The trans flag. Photo: Nicole Brumley

U SPORTS announces new transgender policy for Canadian university athletics

In News, SportsLeave a Comment

Reading Time: 2 minutes

By Peter Ash

Transgender student-athletes in numerous university institutions will be eligible to compete on the team that either corresponds with their sex at birth or gender identity, according to a press release by U SPORTS.

On Wednesday, the national sport governing body announced student-athletes will be eligible, provided that they follow the Canadian Anti-Doping program. The new policy—that includes Ryerson and 55 other U SPORTS-affiliated institutions—was created by the U SPORTS equity committee, after they examined a report that was made in 2016 by the Canadian Centre for Ethics in Sport.

“We are thrilled by the support of the Board on our leading-edge transgender policy, and we are now looking forward to assisting our member institutions with the roll-out and implementation of that policy,” said U SPORTS Equity Committee and Manager of Varsity Sports Lisen Moore in the press release.

U SPORTS student-athletes also won’t be required to undergo hormone therapy for them to compete in the gender category that is consistent with their gender identity. Their eligibility remains at a maximum of five years, and they’ll only be able to compete on sport teams of one gender during a given academic year.
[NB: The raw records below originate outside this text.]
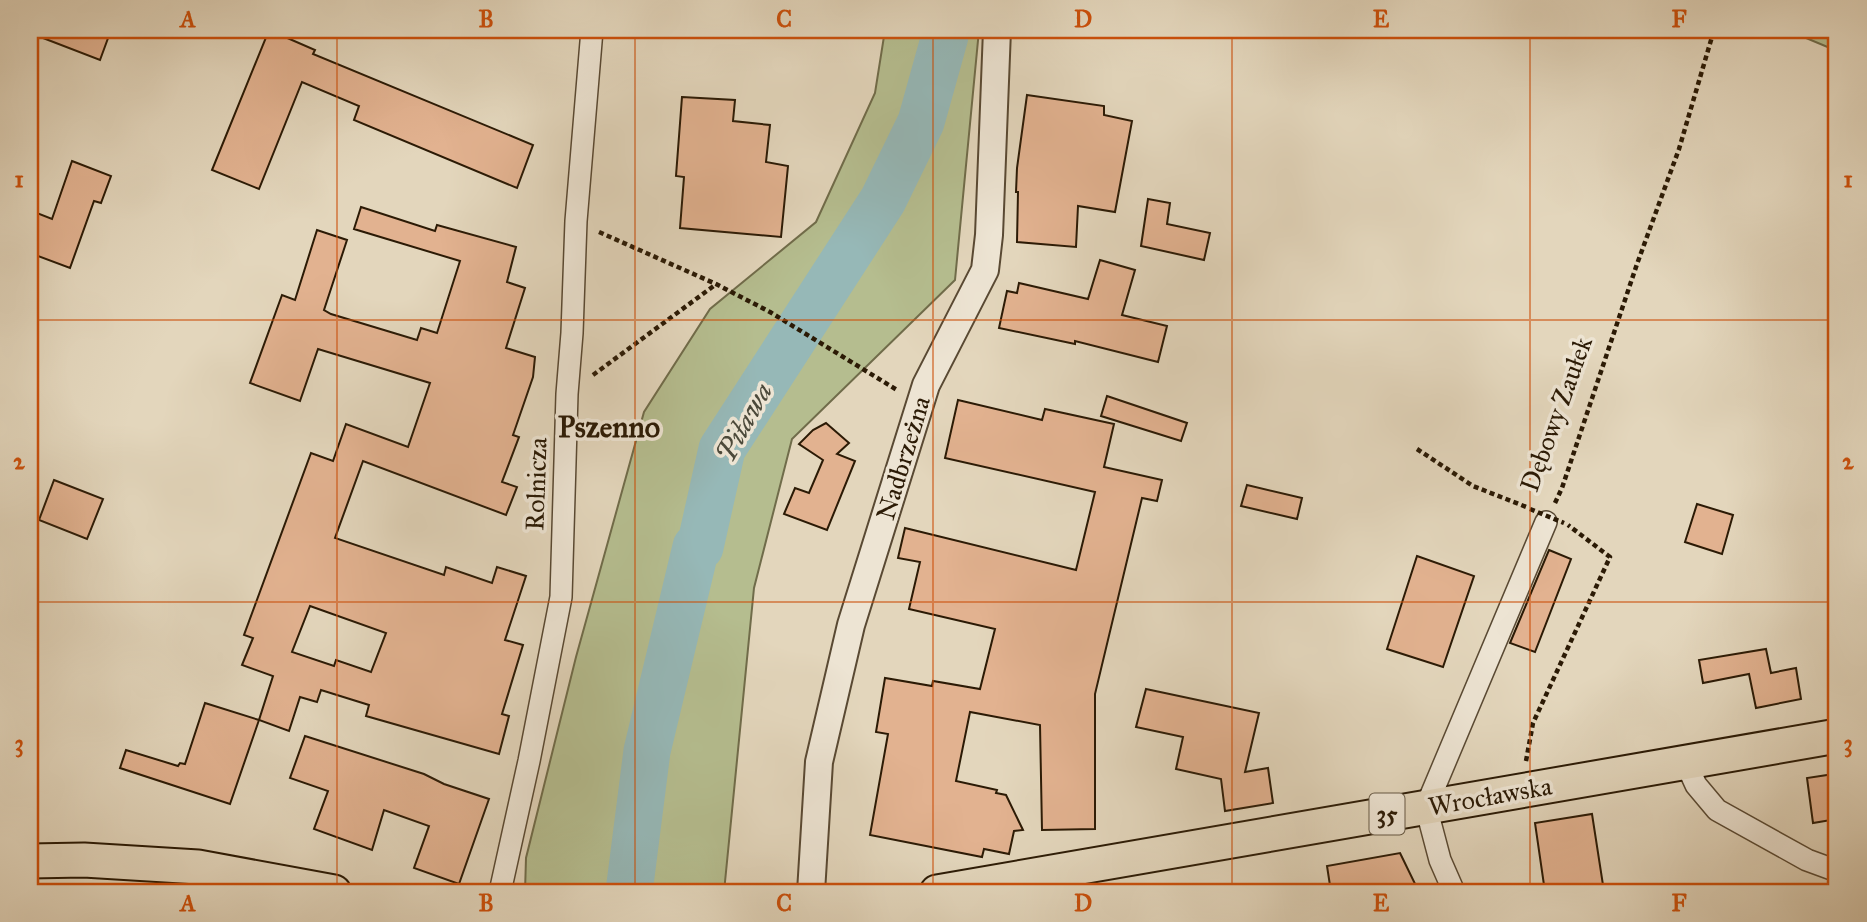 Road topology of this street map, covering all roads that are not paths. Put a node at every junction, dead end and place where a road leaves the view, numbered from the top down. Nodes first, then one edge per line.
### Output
1 (592, 30) edge
2 (997, 30) edge
3 (1546, 518) road end
4 (1837, 736) edge
5 (1685, 761) junction
6 (1426, 807) junction
7 (30, 862) edge
8 (1837, 871) edge
9 (334, 892) edge
10 (500, 892) edge
11 (811, 892) edge
12 (937, 892) edge
13 (1454, 892) edge

1 - 10 street, Rolnicza
2 - 11 street, Nadbrzeżna
3 - 6 street, Dębowy Zaułek
4 - 5 main road, Wrocławska / 35
5 - 6 main road, Wrocławska / 35
5 - 8 street
6 - 12 main road, Wrocławska / 35
6 - 13 street
7 - 9 main road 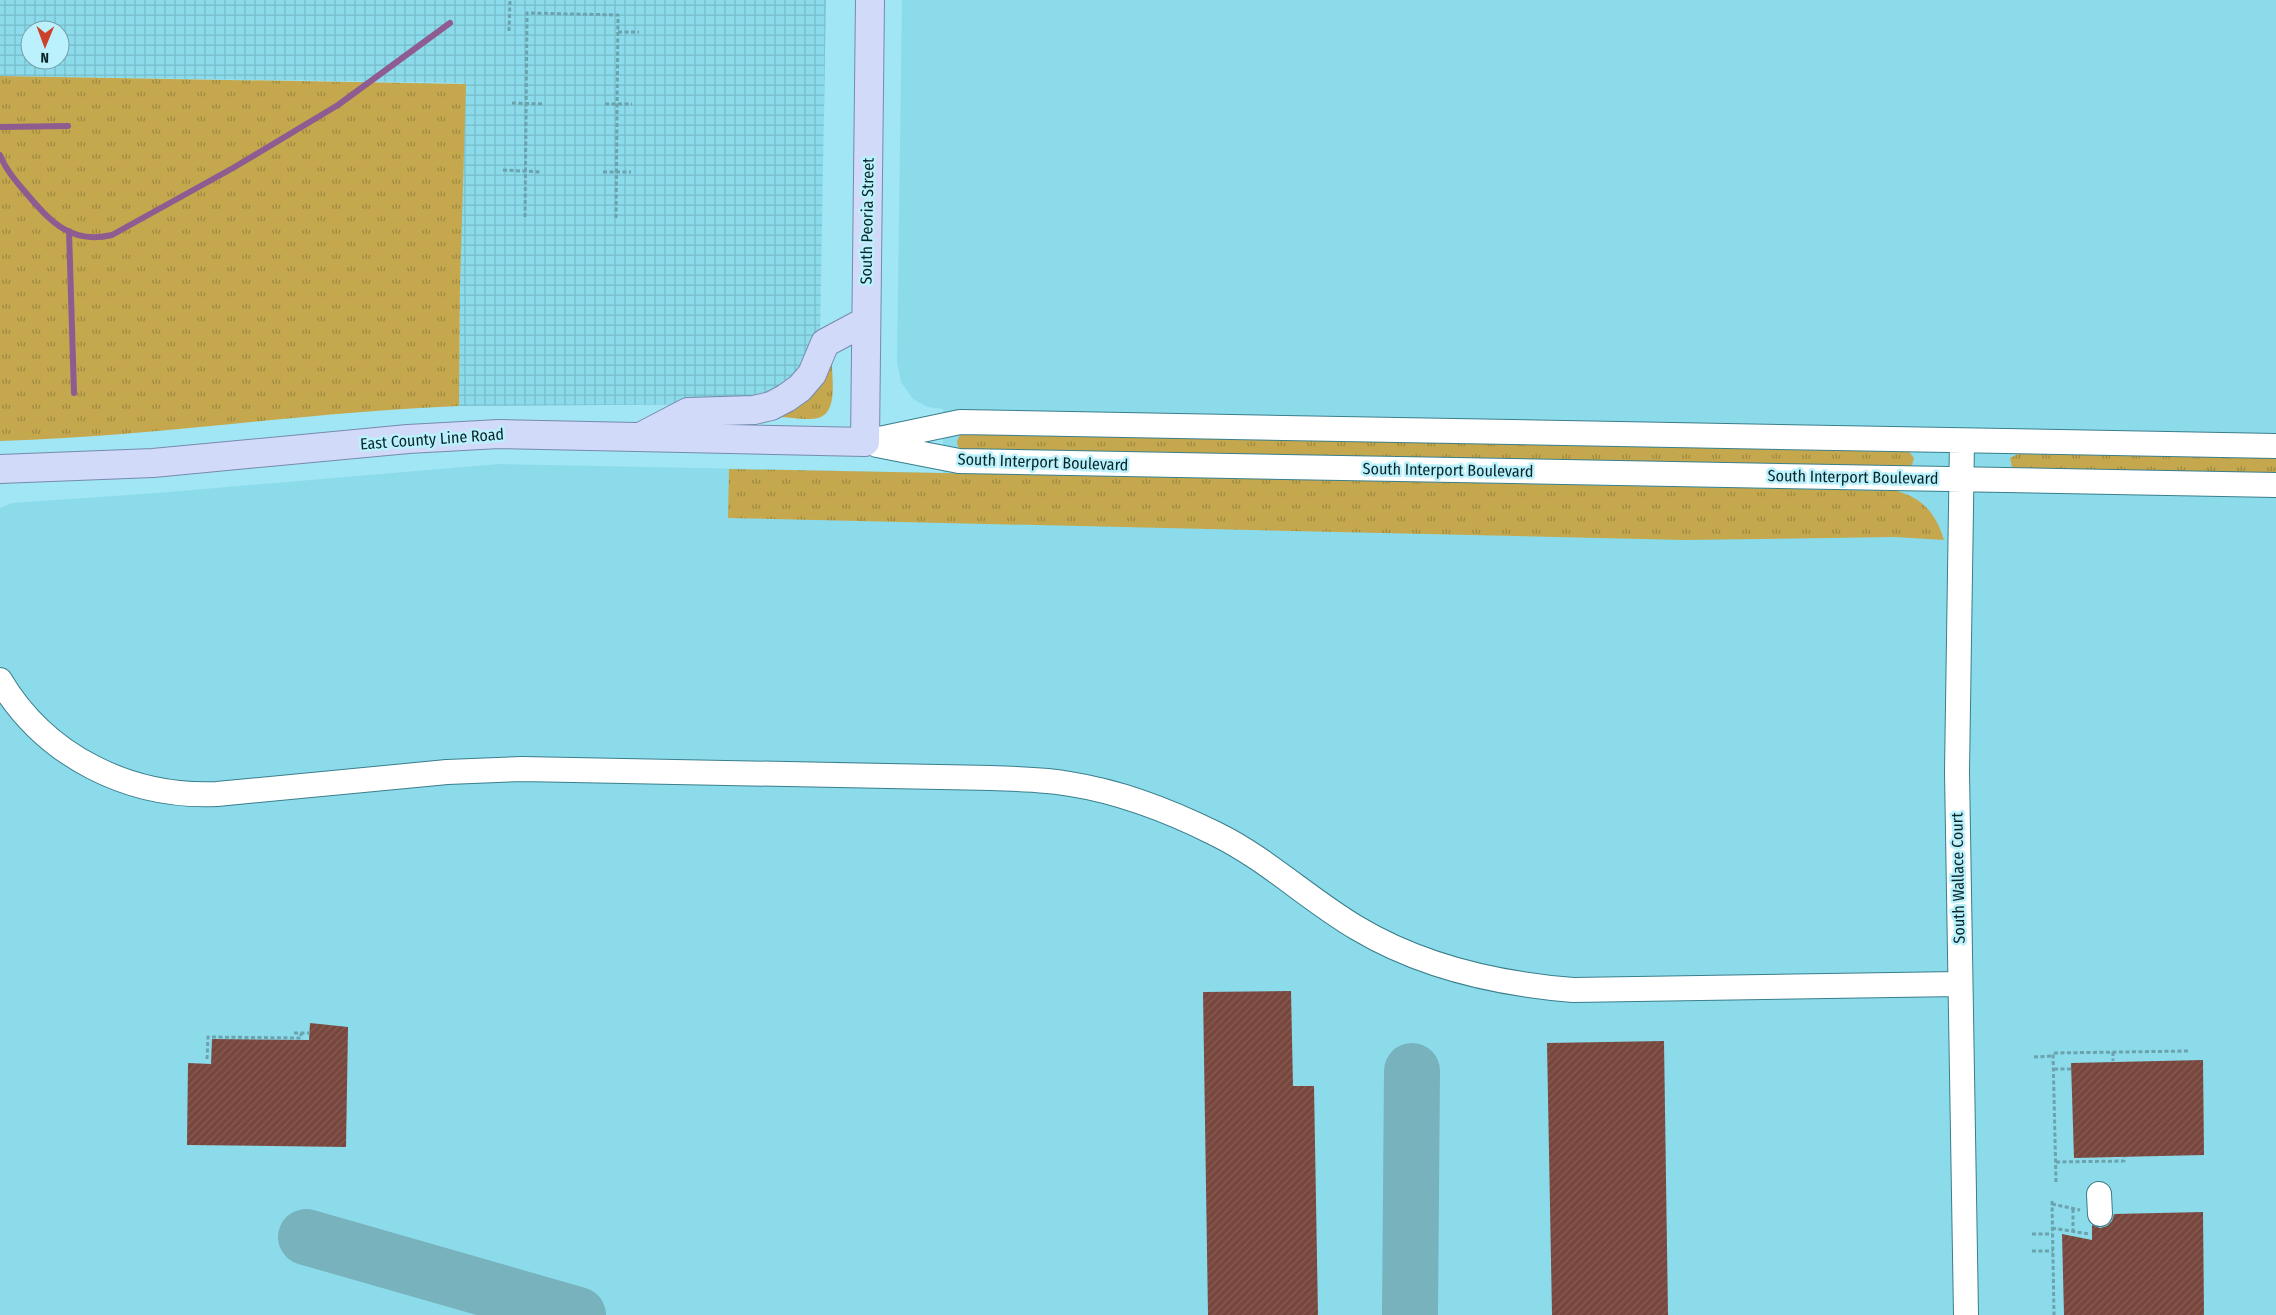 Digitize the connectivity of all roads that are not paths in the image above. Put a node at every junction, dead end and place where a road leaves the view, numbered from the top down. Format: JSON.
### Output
{"nodes":[{"id":1,"x":870,"y":0,"type":"edge"},
{"id":2,"x":866,"y":321,"type":"junction"},
{"id":3,"x":641,"y":436,"type":"junction"},
{"id":4,"x":1962,"y":441,"type":"junction"},
{"id":5,"x":865,"y":442,"type":"junction"},
{"id":6,"x":2276,"y":446,"type":"edge"},
{"id":7,"x":0,"y":469,"type":"edge"},
{"id":8,"x":1961,"y":479,"type":"junction"},
{"id":9,"x":2276,"y":485,"type":"edge"},
{"id":10,"x":0,"y":680,"type":"edge"},
{"id":11,"x":1960,"y":984,"type":"junction"},
{"id":12,"x":1966,"y":1315,"type":"edge"}],
"edges":[{"from":1,"to":2,"type":"main road","name":"South Peoria Street"},
{"from":2,"to":3,"type":"main road"},
{"from":2,"to":5,"type":"main road","name":"South Peoria Street"},
{"from":3,"to":5,"type":"main road","name":"East County Line Road"},
{"from":3,"to":7,"type":"main road","name":"East County Line Road"},
{"from":4,"to":5,"type":"street"},
{"from":4,"to":6,"type":"street"},
{"from":4,"to":8,"type":"street","name":"South Wallace Court"},
{"from":5,"to":8,"type":"street","name":"South Interport Boulevard"},
{"from":8,"to":9,"type":"street","name":"South Interport Boulevard"},
{"from":8,"to":11,"type":"street","name":"South Wallace Court"},
{"from":10,"to":11,"type":"street"},
{"from":11,"to":12,"type":"street","name":"South Wallace Court"}]} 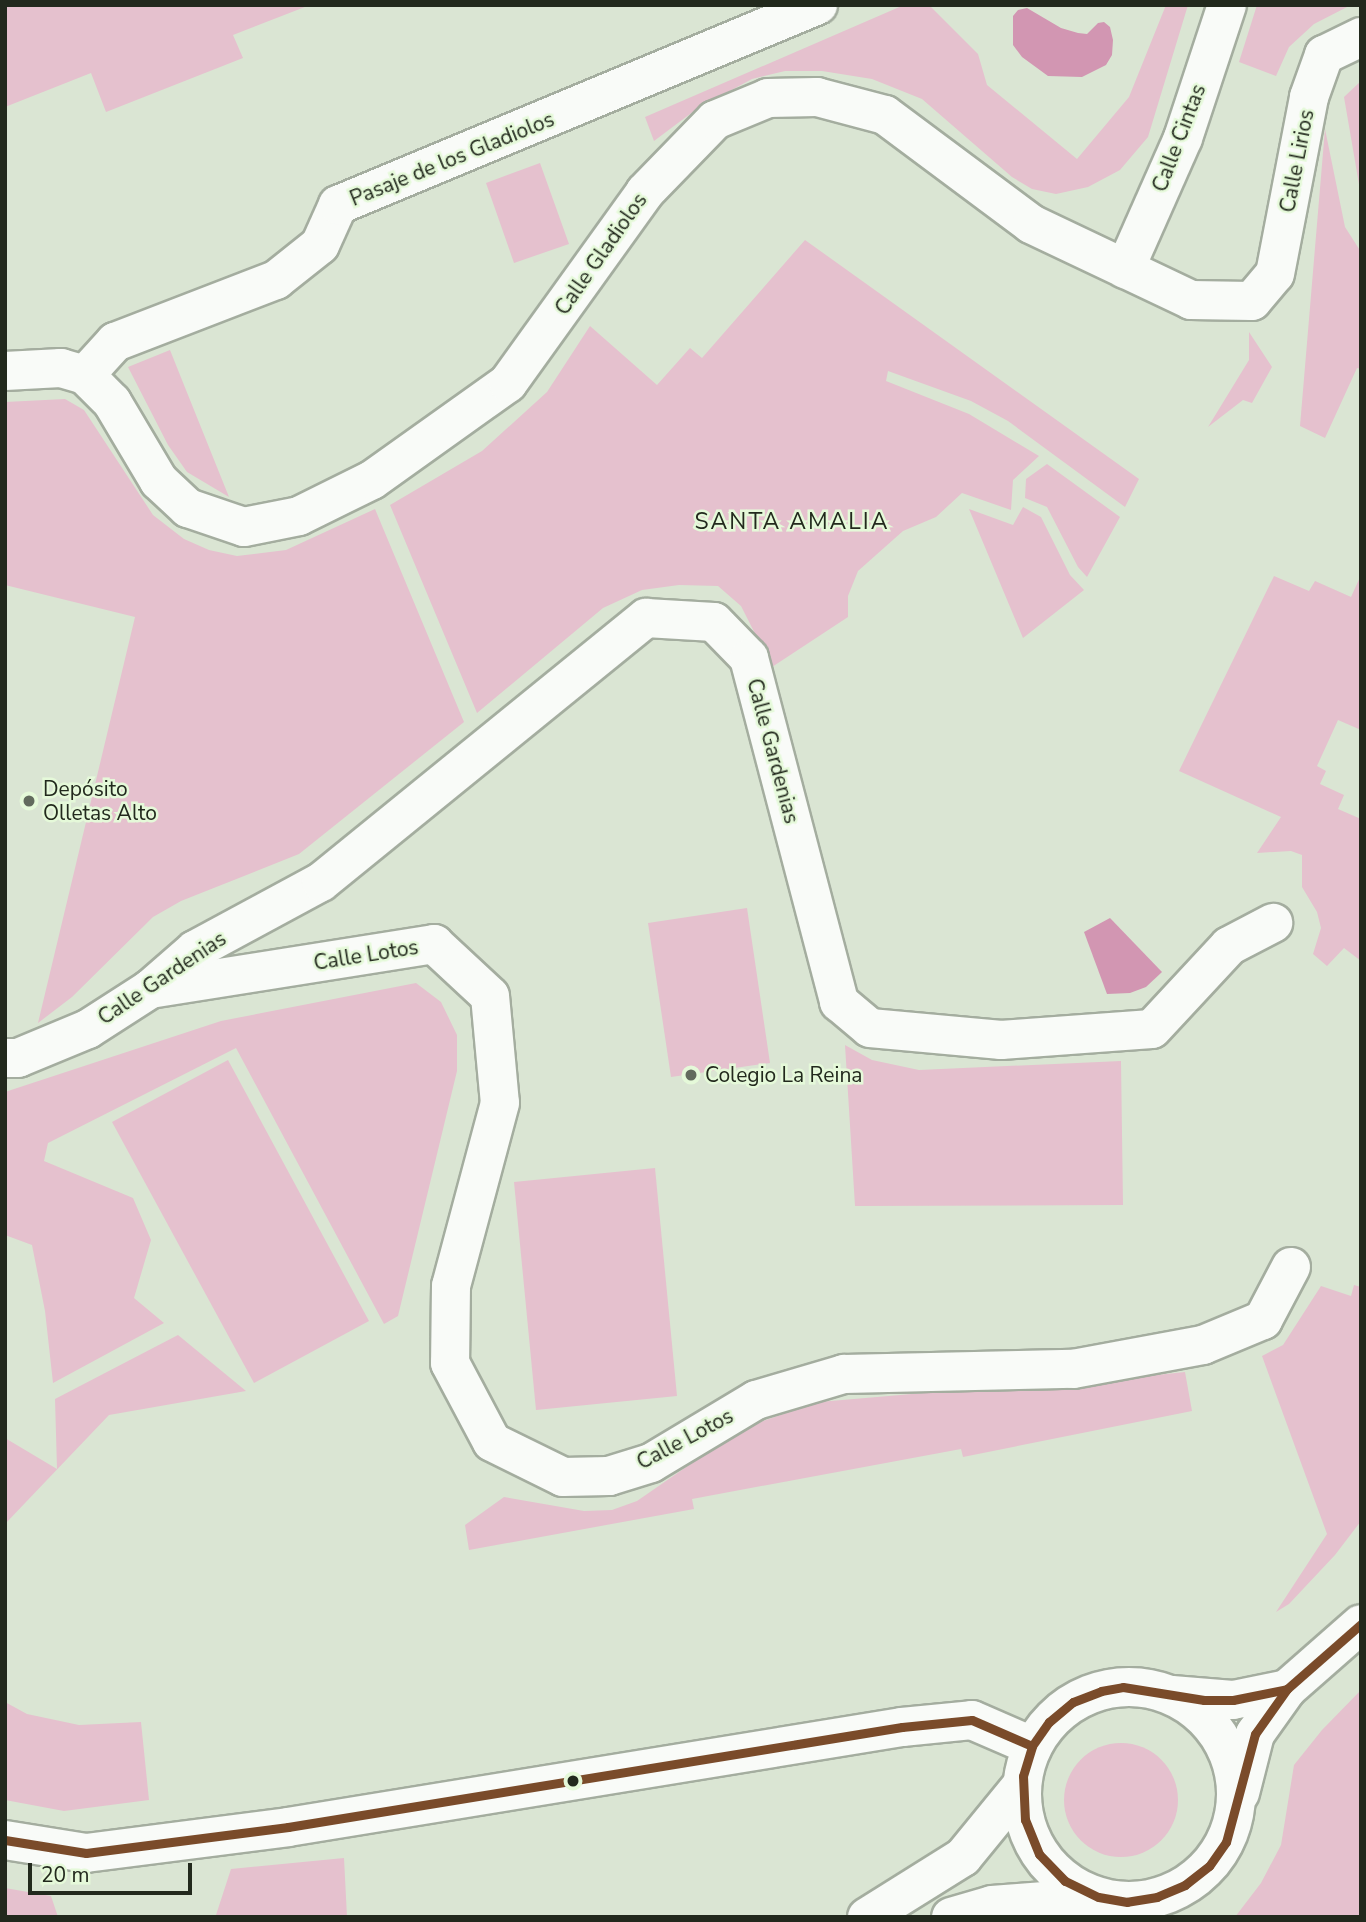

To compare, the National Collegiate Athletic Association’s (NCAA) policy in the United States allows transgender women to compete for the men’s team, but won’t let them play for the women’s team unless they undergo hormone treatment for a full calendar year. Transgender men undergoing a hormonal treatment aren’t allowed to play on the women’s team, unless the team switches their status to mixed.

“Ultimately, the Equity Committee brought forward a well-informed and well-conceived recommendation that was enthusiastically supported by our Board of Directors,” said Chief Operating Officer of U SPORTS David Goldstein. “U SPORTS recognizes the importance of this topic, and the importance of getting this policy right. We are proud of both the process and the outcome, and look forward to implementing this policy as we continue our efforts to realize and enact our vision, mission, and values.”